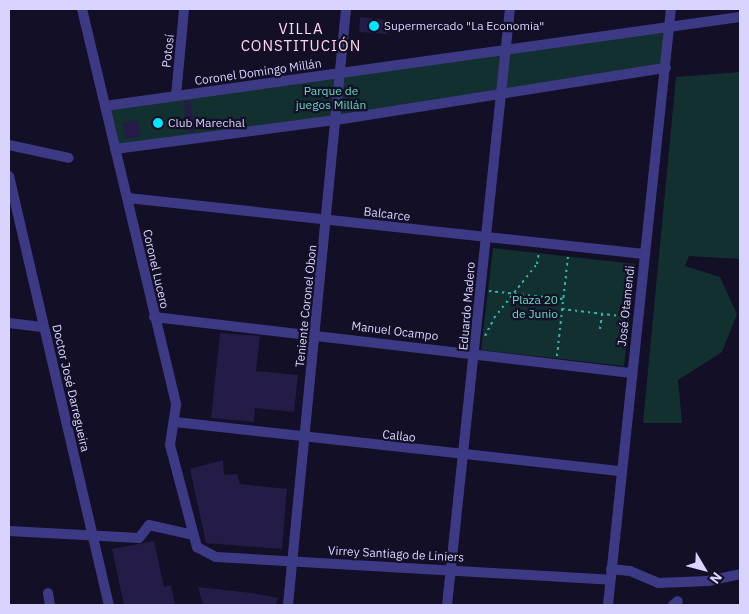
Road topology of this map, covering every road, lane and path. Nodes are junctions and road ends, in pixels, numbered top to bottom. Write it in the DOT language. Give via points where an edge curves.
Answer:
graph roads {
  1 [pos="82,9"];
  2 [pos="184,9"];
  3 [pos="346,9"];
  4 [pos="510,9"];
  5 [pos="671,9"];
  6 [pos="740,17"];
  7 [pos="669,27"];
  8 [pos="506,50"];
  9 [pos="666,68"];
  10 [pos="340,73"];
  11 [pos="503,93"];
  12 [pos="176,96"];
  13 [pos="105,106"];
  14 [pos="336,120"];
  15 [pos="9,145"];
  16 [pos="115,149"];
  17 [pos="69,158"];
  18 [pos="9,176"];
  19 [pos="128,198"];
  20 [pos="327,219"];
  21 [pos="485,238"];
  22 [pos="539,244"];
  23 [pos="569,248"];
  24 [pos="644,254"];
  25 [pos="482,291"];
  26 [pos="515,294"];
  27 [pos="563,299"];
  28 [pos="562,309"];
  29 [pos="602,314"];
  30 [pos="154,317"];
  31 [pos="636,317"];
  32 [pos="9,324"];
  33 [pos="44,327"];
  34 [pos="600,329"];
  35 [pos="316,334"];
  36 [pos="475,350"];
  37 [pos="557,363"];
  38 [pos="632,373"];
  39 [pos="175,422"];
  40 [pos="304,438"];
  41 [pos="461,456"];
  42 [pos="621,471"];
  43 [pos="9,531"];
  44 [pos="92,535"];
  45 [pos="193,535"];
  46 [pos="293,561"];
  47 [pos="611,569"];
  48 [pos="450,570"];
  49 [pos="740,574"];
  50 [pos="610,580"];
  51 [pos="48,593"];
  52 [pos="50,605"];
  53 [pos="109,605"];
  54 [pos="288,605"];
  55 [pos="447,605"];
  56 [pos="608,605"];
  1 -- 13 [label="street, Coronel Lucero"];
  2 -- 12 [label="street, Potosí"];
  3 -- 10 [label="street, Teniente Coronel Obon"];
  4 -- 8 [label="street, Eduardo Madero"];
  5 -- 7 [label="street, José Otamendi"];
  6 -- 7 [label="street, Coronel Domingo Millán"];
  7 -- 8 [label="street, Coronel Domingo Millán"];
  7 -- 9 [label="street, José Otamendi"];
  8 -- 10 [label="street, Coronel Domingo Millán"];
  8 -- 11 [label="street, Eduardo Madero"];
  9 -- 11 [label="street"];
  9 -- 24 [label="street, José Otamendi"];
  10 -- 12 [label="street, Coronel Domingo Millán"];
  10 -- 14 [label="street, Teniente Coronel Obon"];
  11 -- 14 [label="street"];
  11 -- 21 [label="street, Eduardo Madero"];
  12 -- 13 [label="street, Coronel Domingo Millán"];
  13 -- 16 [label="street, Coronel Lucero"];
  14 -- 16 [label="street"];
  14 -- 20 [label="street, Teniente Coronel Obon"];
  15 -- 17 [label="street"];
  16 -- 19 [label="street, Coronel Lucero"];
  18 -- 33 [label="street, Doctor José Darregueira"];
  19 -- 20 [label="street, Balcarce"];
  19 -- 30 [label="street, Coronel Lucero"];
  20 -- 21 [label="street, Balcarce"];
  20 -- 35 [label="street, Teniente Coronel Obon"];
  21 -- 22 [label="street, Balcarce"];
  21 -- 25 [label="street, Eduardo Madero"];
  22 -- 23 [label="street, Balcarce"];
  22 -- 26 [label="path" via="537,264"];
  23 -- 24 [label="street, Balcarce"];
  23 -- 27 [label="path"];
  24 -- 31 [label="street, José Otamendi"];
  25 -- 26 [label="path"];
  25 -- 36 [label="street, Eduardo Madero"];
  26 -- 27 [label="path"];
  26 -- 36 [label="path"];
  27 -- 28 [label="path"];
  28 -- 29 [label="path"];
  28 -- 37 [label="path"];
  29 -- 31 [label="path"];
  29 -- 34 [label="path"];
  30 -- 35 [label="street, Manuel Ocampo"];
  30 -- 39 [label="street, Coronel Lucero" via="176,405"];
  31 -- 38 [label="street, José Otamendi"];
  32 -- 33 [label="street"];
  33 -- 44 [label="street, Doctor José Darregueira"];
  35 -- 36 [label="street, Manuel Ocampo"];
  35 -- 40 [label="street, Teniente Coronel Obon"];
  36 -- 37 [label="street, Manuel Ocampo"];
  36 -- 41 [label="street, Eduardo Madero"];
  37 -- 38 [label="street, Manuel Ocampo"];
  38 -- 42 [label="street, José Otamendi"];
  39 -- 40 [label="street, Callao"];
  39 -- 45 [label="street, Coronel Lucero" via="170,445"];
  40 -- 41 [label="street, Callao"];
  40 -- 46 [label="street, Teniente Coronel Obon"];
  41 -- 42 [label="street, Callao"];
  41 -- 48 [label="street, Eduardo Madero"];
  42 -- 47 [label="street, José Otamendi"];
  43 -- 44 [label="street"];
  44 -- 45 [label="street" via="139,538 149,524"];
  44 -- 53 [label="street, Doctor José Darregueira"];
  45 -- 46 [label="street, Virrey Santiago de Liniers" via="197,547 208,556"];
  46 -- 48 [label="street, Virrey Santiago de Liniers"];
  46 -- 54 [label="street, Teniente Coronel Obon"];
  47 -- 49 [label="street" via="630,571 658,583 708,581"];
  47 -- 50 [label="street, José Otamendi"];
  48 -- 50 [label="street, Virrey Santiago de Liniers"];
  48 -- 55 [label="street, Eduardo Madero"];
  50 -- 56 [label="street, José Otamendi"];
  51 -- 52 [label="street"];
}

-*-

_TRY IT_
Above are the records; repeat them all exactly, without the pictures.

_YOUR SOLUTION_
Road topology of this map, covering every road, lane and path. Nodes are junctions and road ends, in pixels, numbered top to bottom. Write it in the DOT language. Give via points where an edge curves.
Answer:
graph roads {
  1 [pos="82,9"];
  2 [pos="184,9"];
  3 [pos="346,9"];
  4 [pos="510,9"];
  5 [pos="671,9"];
  6 [pos="740,17"];
  7 [pos="669,27"];
  8 [pos="506,50"];
  9 [pos="666,68"];
  10 [pos="340,73"];
  11 [pos="503,93"];
  12 [pos="176,96"];
  13 [pos="105,106"];
  14 [pos="336,120"];
  15 [pos="9,145"];
  16 [pos="115,149"];
  17 [pos="69,158"];
  18 [pos="9,176"];
  19 [pos="128,198"];
  20 [pos="327,219"];
  21 [pos="485,238"];
  22 [pos="539,244"];
  23 [pos="569,248"];
  24 [pos="644,254"];
  25 [pos="482,291"];
  26 [pos="515,294"];
  27 [pos="563,299"];
  28 [pos="562,309"];
  29 [pos="602,314"];
  30 [pos="154,317"];
  31 [pos="636,317"];
  32 [pos="9,324"];
  33 [pos="44,327"];
  34 [pos="600,329"];
  35 [pos="316,334"];
  36 [pos="475,350"];
  37 [pos="557,363"];
  38 [pos="632,373"];
  39 [pos="175,422"];
  40 [pos="304,438"];
  41 [pos="461,456"];
  42 [pos="621,471"];
  43 [pos="9,531"];
  44 [pos="92,535"];
  45 [pos="193,535"];
  46 [pos="293,561"];
  47 [pos="611,569"];
  48 [pos="450,570"];
  49 [pos="740,574"];
  50 [pos="610,580"];
  51 [pos="48,593"];
  52 [pos="50,605"];
  53 [pos="109,605"];
  54 [pos="288,605"];
  55 [pos="447,605"];
  56 [pos="608,605"];
  1 -- 13 [label="street, Coronel Lucero"];
  2 -- 12 [label="street, Potosí"];
  3 -- 10 [label="street, Teniente Coronel Obon"];
  4 -- 8 [label="street, Eduardo Madero"];
  5 -- 7 [label="street, José Otamendi"];
  6 -- 7 [label="street, Coronel Domingo Millán"];
  7 -- 8 [label="street, Coronel Domingo Millán"];
  7 -- 9 [label="street, José Otamendi"];
  8 -- 10 [label="street, Coronel Domingo Millán"];
  8 -- 11 [label="street, Eduardo Madero"];
  9 -- 11 [label="street"];
  9 -- 24 [label="street, José Otamendi"];
  10 -- 12 [label="street, Coronel Domingo Millán"];
  10 -- 14 [label="street, Teniente Coronel Obon"];
  11 -- 14 [label="street"];
  11 -- 21 [label="street, Eduardo Madero"];
  12 -- 13 [label="street, Coronel Domingo Millán"];
  13 -- 16 [label="street, Coronel Lucero"];
  14 -- 16 [label="street"];
  14 -- 20 [label="street, Teniente Coronel Obon"];
  15 -- 17 [label="street"];
  16 -- 19 [label="street, Coronel Lucero"];
  18 -- 33 [label="street, Doctor José Darregueira"];
  19 -- 20 [label="street, Balcarce"];
  19 -- 30 [label="street, Coronel Lucero"];
  20 -- 21 [label="street, Balcarce"];
  20 -- 35 [label="street, Teniente Coronel Obon"];
  21 -- 22 [label="street, Balcarce"];
  21 -- 25 [label="street, Eduardo Madero"];
  22 -- 23 [label="street, Balcarce"];
  22 -- 26 [label="path" via="537,264"];
  23 -- 24 [label="street, Balcarce"];
  23 -- 27 [label="path"];
  24 -- 31 [label="street, José Otamendi"];
  25 -- 26 [label="path"];
  25 -- 36 [label="street, Eduardo Madero"];
  26 -- 27 [label="path"];
  26 -- 36 [label="path"];
  27 -- 28 [label="path"];
  28 -- 29 [label="path"];
  28 -- 37 [label="path"];
  29 -- 31 [label="path"];
  29 -- 34 [label="path"];
  30 -- 35 [label="street, Manuel Ocampo"];
  30 -- 39 [label="street, Coronel Lucero" via="176,405"];
  31 -- 38 [label="street, José Otamendi"];
  32 -- 33 [label="street"];
  33 -- 44 [label="street, Doctor José Darregueira"];
  35 -- 36 [label="street, Manuel Ocampo"];
  35 -- 40 [label="street, Teniente Coronel Obon"];
  36 -- 37 [label="street, Manuel Ocampo"];
  36 -- 41 [label="street, Eduardo Madero"];
  37 -- 38 [label="street, Manuel Ocampo"];
  38 -- 42 [label="street, José Otamendi"];
  39 -- 40 [label="street, Callao"];
  39 -- 45 [label="street, Coronel Lucero" via="170,445"];
  40 -- 41 [label="street, Callao"];
  40 -- 46 [label="street, Teniente Coronel Obon"];
  41 -- 42 [label="street, Callao"];
  41 -- 48 [label="street, Eduardo Madero"];
  42 -- 47 [label="street, José Otamendi"];
  43 -- 44 [label="street"];
  44 -- 45 [label="street" via="139,538 149,524"];
  44 -- 53 [label="street, Doctor José Darregueira"];
  45 -- 46 [label="street, Virrey Santiago de Liniers" via="197,547 208,556"];
  46 -- 48 [label="street, Virrey Santiago de Liniers"];
  46 -- 54 [label="street, Teniente Coronel Obon"];
  47 -- 49 [label="street" via="630,571 658,583 708,581"];
  47 -- 50 [label="street, José Otamendi"];
  48 -- 50 [label="street, Virrey Santiago de Liniers"];
  48 -- 55 [label="street, Eduardo Madero"];
  50 -- 56 [label="street, José Otamendi"];
  51 -- 52 [label="street"];
}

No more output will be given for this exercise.